3
$\begingroup$

There is a pile of $5\leq N\leq15$ cards.

$x=3$ or $6\leq N$ cards need to be randomly chosen from this pile (uniform distribution).

To do this any number of $6$-sided dice can be rolled any number of times.

What are efficient methods of doing this? Or if it's not possible to do better than the method I've listed as an answer, why?


Notes:

  • Efficiency $E_1$ is the expected number of individual dice rolls needed.
    Efficiency $E_2$ is the expected number of rolls needed (simultaneous rolls count as 1 roll).

    As this puzzle arises from a practical situation where one may or may not have multiple dice, both of these measures of efficiency are useful to take into account.

    Also note in practice, a maximum of $\approx3$ dice can be rolled at the same time.

  • $x=6$ most of the time, especially when $N\geq10$.

  • $N\approx 15$ most of the time, so being able to find more efficient methods for any of the cases when $N\geq10$ is desirable.
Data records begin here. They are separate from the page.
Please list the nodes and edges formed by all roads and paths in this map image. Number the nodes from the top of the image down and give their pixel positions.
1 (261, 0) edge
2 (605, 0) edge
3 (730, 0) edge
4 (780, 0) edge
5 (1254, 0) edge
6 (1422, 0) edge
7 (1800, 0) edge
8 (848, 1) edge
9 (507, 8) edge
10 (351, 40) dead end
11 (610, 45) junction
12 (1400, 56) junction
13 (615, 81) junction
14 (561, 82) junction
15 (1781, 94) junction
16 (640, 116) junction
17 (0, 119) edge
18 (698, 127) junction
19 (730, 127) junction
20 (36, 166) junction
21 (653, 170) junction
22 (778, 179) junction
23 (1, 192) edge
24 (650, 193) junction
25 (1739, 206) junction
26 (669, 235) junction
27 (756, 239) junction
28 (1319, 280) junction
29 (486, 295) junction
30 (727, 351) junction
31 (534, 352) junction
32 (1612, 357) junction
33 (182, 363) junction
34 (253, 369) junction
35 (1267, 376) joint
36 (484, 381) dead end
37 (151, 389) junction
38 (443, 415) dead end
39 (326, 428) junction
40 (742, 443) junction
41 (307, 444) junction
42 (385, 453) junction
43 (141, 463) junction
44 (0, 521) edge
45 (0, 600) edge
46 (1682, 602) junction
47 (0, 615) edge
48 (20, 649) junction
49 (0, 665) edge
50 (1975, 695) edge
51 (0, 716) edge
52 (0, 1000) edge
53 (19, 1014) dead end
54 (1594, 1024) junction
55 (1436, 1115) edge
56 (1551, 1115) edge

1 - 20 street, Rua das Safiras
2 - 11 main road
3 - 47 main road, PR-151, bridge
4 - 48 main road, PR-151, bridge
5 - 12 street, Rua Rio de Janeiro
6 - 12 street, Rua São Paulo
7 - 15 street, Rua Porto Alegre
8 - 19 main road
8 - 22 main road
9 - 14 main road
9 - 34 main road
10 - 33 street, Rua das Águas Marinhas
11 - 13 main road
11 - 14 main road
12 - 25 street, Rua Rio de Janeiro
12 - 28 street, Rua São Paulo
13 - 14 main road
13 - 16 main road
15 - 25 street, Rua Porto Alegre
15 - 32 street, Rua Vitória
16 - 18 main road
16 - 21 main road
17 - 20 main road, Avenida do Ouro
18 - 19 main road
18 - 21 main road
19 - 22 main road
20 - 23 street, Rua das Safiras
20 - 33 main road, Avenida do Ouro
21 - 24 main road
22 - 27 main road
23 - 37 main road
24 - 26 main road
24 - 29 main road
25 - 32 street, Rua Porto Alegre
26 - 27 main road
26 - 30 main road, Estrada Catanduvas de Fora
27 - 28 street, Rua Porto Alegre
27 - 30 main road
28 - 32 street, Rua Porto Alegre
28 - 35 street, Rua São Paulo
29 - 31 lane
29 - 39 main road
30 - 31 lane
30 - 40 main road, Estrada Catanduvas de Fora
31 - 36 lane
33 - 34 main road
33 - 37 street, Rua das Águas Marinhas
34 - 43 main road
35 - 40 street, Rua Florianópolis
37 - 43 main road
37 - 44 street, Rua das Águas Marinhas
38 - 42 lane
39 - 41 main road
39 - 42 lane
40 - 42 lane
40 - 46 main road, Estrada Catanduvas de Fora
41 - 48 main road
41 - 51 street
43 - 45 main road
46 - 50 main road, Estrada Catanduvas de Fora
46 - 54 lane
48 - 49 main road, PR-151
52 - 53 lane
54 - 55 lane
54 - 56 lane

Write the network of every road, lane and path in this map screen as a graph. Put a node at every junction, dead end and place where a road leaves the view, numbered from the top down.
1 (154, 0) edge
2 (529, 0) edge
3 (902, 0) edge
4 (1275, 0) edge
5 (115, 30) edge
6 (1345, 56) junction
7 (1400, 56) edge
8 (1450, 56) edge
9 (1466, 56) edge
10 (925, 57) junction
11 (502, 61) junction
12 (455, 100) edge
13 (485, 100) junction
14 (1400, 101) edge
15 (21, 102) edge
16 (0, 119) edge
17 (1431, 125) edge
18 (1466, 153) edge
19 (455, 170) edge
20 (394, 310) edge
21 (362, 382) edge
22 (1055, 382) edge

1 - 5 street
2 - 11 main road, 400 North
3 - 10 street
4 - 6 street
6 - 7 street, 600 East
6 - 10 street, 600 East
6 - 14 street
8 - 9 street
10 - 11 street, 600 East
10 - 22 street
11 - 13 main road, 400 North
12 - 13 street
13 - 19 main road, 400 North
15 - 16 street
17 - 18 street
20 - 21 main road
If you're wondering, this problem arises from a common occurrence when using the card Pot of Indulgence in the card game Yu-Gi-Oh, hence the specific numbers, etc.

$\endgroup$
  • 1
    $\begingroup$ Must the cards be distinct? Or can you select the same card more than once? $\endgroup$ – Dr Xorile Jan 1 at 22:38
  • 1
    $\begingroup$ Also, can you distinguish the dice? Eg a red dice and a blue one? $\endgroup$ – Dr Xorile Jan 1 at 22:40
  • 3
    $\begingroup$ Shuffle the deck and deal off the first $x$ cards. 0 throws! $\endgroup$ – Dr Xorile Jan 1 at 22:57
  • $\begingroup$ Yes, that's what most suggest, but there are cases where players don't like shuffling it (they're allowed to have it ordered so it is easier to retrieve cards from it). In addition, the back of the cards in that deck may be marked. $\endgroup$ – Shuri2060 Jan 2 at 13:06
  • $\begingroup$ If you were to roll multiple dice at the same time, then yes they are distinguishable. The selected cards must be distinct. $\endgroup$ – Shuri2060 Jan 2 at 13:36
3
$\begingroup$

You want to uniformly choose one out of $n=\binom{N}{x}$ possibilities. In essence you are therefore trying to emulate an $n$-sided die using as few rolls of a $6$-sided die as possible.

Here follows a pretty efficient and very generic way to do this.

Firstly, it is much easier to use zero-based numbering on the die, i.e. have a die with the values $0$ to $5$.

While throwing the die, you have to keep track not only of the values thrown but also of the range of values they could have been. So after the first die roll you not only know the outcome, but also that it could have been any one of $6$ values. Let $r$ be the range, i.e $r=6$ after the first roll. Let $v$ be the value of the first roll (in range $0\le v \le 5$).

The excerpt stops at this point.